## Task requirements
Could you return all of the records exactly, minus their images?

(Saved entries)

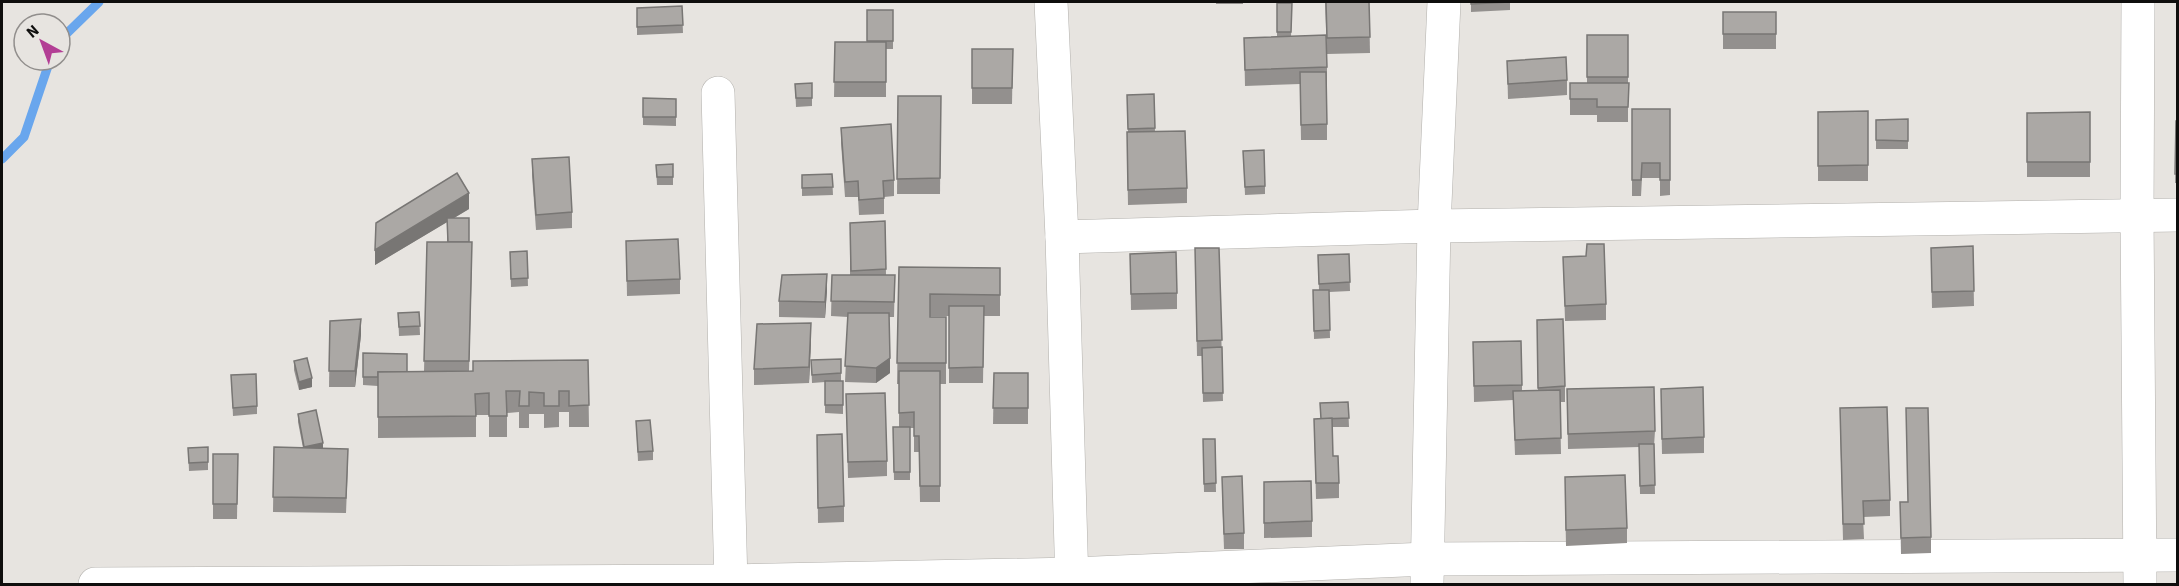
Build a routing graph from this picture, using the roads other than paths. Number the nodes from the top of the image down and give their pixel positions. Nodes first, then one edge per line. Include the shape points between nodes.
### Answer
1 (1051, 2) edge
2 (1444, 2) edge
3 (2138, 2) edge
4 (718, 93) dead end
5 (2137, 215) junction
6 (2178, 215) edge
7 (1434, 226) junction
8 (1062, 237) junction
9 (2178, 555) edge
10 (2139, 570) edge
11 (1427, 572) edge
12 (1072, 579) edge
13 (731, 583) edge
14 (95, 585) edge

1 - 8 street
2 - 7 street
3 - 5 street
4 - 13 street
5 - 6 street
5 - 7 street
5 - 10 street
7 - 8 street
7 - 11 street
8 - 12 street
9 - 10 street
10 - 11 street
11 - 12 street
12 - 13 street
13 - 14 street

## Result of the task
Build a routing graph from this picture, using the roads other than paths. Number the nodes from the top of the image down and give their pixel positions. Nodes first, then one edge per line. Include the shape points between nodes.
### Answer
1 (1051, 2) edge
2 (1444, 2) edge
3 (2138, 2) edge
4 (718, 93) dead end
5 (2137, 215) junction
6 (2178, 215) edge
7 (1434, 226) junction
8 (1062, 237) junction
9 (2178, 555) edge
10 (2139, 570) edge
11 (1427, 572) edge
12 (1072, 579) edge
13 (731, 583) edge
14 (95, 585) edge

1 - 8 street
2 - 7 street
3 - 5 street
4 - 13 street
5 - 6 street
5 - 7 street
5 - 10 street
7 - 8 street
7 - 11 street
8 - 12 street
9 - 10 street
10 - 11 street
11 - 12 street
12 - 13 street
13 - 14 street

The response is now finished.